Records for the exercise: Begin
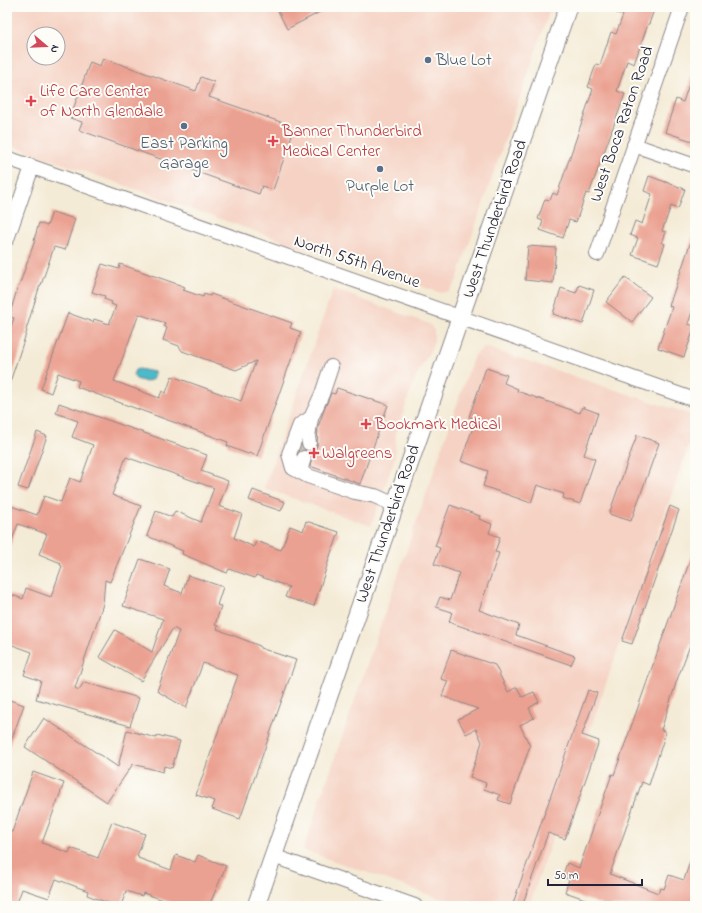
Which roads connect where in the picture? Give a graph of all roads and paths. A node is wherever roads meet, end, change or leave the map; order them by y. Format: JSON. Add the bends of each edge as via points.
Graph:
{"nodes":[{"id":1,"x":568,"y":7,"type":"edge"},
{"id":2,"x":682,"y":7,"type":"edge"},
{"id":3,"x":634,"y":145,"type":"junction"},
{"id":4,"x":7,"y":158,"type":"edge"},
{"id":5,"x":695,"y":166,"type":"edge"},
{"id":6,"x":32,"y":167,"type":"junction"},
{"id":7,"x":7,"y":239,"type":"edge"},
{"id":8,"x":597,"y":254,"type":"dead end"},
{"id":9,"x":460,"y":318,"type":"junction"},
{"id":10,"x":331,"y":367,"type":"dead end"},
{"id":11,"x":695,"y":400,"type":"edge"},
{"id":12,"x":311,"y":418,"type":"junction"},
{"id":13,"x":307,"y":441,"type":"tunnel mouth"},
{"id":14,"x":395,"y":505,"type":"junction"},
{"id":15,"x":273,"y":856,"type":"junction"},
{"id":16,"x":256,"y":906,"type":"edge"},
{"id":17,"x":415,"y":906,"type":"edge"}],
"edges":[{"from":1,"to":9,"type":"main road","name":"West Thunderbird Road"},
{"from":2,"to":3,"type":"street","name":"West Boca Raton Road"},
{"from":3,"to":5,"type":"street"},
{"from":3,"to":8,"type":"street","name":"West Boca Raton Road"},
{"from":4,"to":6,"type":"street","name":"North 55th Avenue"},
{"from":6,"to":7,"type":"street"},
{"from":6,"to":9,"type":"street","name":"North 55th Avenue"},
{"from":9,"to":11,"type":"street","name":"North 55th Avenue"},
{"from":9,"to":14,"type":"main road","name":"West Thunderbird Road"},
{"from":10,"to":12,"type":"street"},
{"from":12,"to":13,"type":"street"},
{"from":12,"to":14,"type":"street","via":[[300,424],[289,454],[293,468],[301,462],[308,476],[375,496]]},
{"from":14,"to":15,"type":"main road","name":"West Thunderbird Road"},
{"from":15,"to":16,"type":"main road","name":"West Thunderbird Road"},
{"from":15,"to":17,"type":"street"}]}
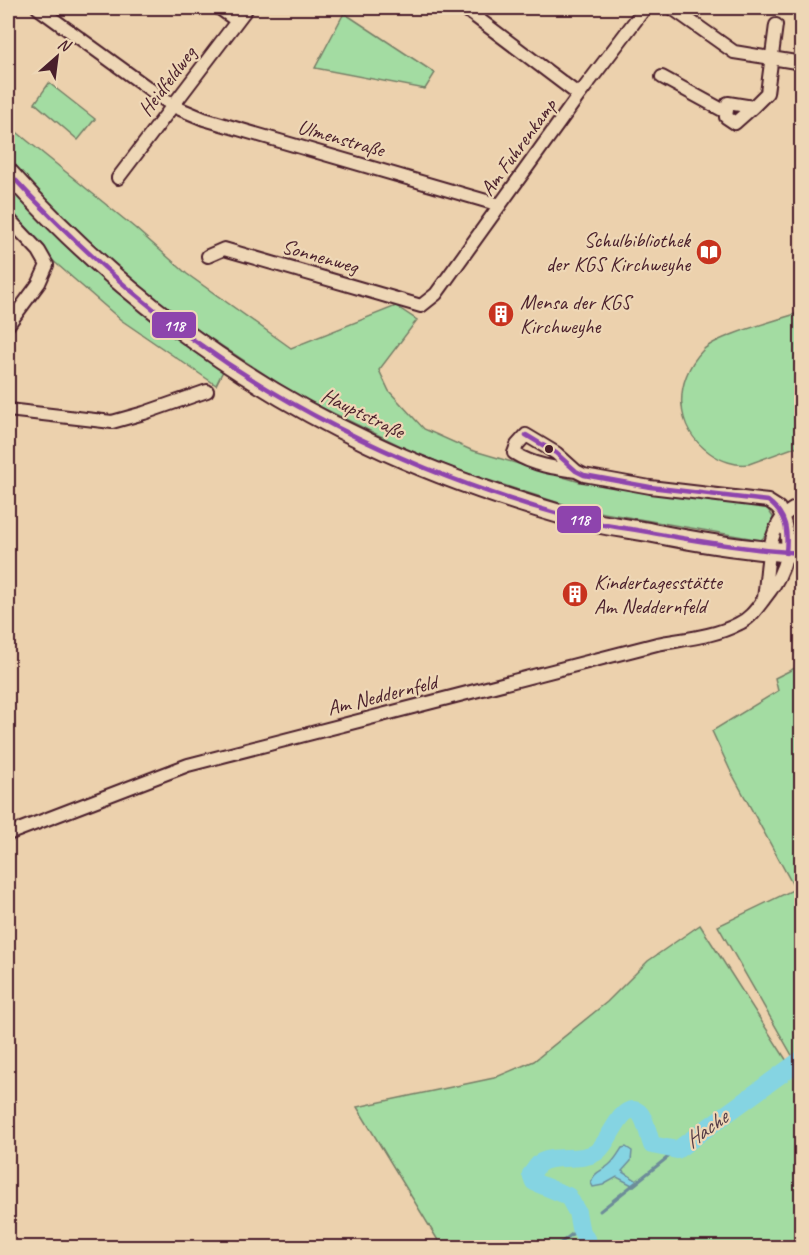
Records for the exercise: End
• Task
Since the copy should hold text only, set down each record exactly and leave the pictures out.

• Output for this task
Which roads connect where in the picture? Give a graph of all roads and paths. A node is wherever roads meet, end, change or leave the map; order them by y. Format: JSON. Add the bends of each edge as via points.
Graph:
{"nodes":[{"id":1,"x":568,"y":7,"type":"edge"},
{"id":2,"x":682,"y":7,"type":"edge"},
{"id":3,"x":634,"y":145,"type":"junction"},
{"id":4,"x":7,"y":158,"type":"edge"},
{"id":5,"x":695,"y":166,"type":"edge"},
{"id":6,"x":32,"y":167,"type":"junction"},
{"id":7,"x":7,"y":239,"type":"edge"},
{"id":8,"x":597,"y":254,"type":"dead end"},
{"id":9,"x":460,"y":318,"type":"junction"},
{"id":10,"x":331,"y":367,"type":"dead end"},
{"id":11,"x":695,"y":400,"type":"edge"},
{"id":12,"x":311,"y":418,"type":"junction"},
{"id":13,"x":307,"y":441,"type":"tunnel mouth"},
{"id":14,"x":395,"y":505,"type":"junction"},
{"id":15,"x":273,"y":856,"type":"junction"},
{"id":16,"x":256,"y":906,"type":"edge"},
{"id":17,"x":415,"y":906,"type":"edge"}],
"edges":[{"from":1,"to":9,"type":"main road","name":"West Thunderbird Road"},
{"from":2,"to":3,"type":"street","name":"West Boca Raton Road"},
{"from":3,"to":5,"type":"street"},
{"from":3,"to":8,"type":"street","name":"West Boca Raton Road"},
{"from":4,"to":6,"type":"street","name":"North 55th Avenue"},
{"from":6,"to":7,"type":"street"},
{"from":6,"to":9,"type":"street","name":"North 55th Avenue"},
{"from":9,"to":11,"type":"street","name":"North 55th Avenue"},
{"from":9,"to":14,"type":"main road","name":"West Thunderbird Road"},
{"from":10,"to":12,"type":"street"},
{"from":12,"to":13,"type":"street"},
{"from":12,"to":14,"type":"street","via":[[300,424],[289,454],[293,468],[301,462],[308,476],[375,496]]},
{"from":14,"to":15,"type":"main road","name":"West Thunderbird Road"},
{"from":15,"to":16,"type":"main road","name":"West Thunderbird Road"},
{"from":15,"to":17,"type":"street"}]}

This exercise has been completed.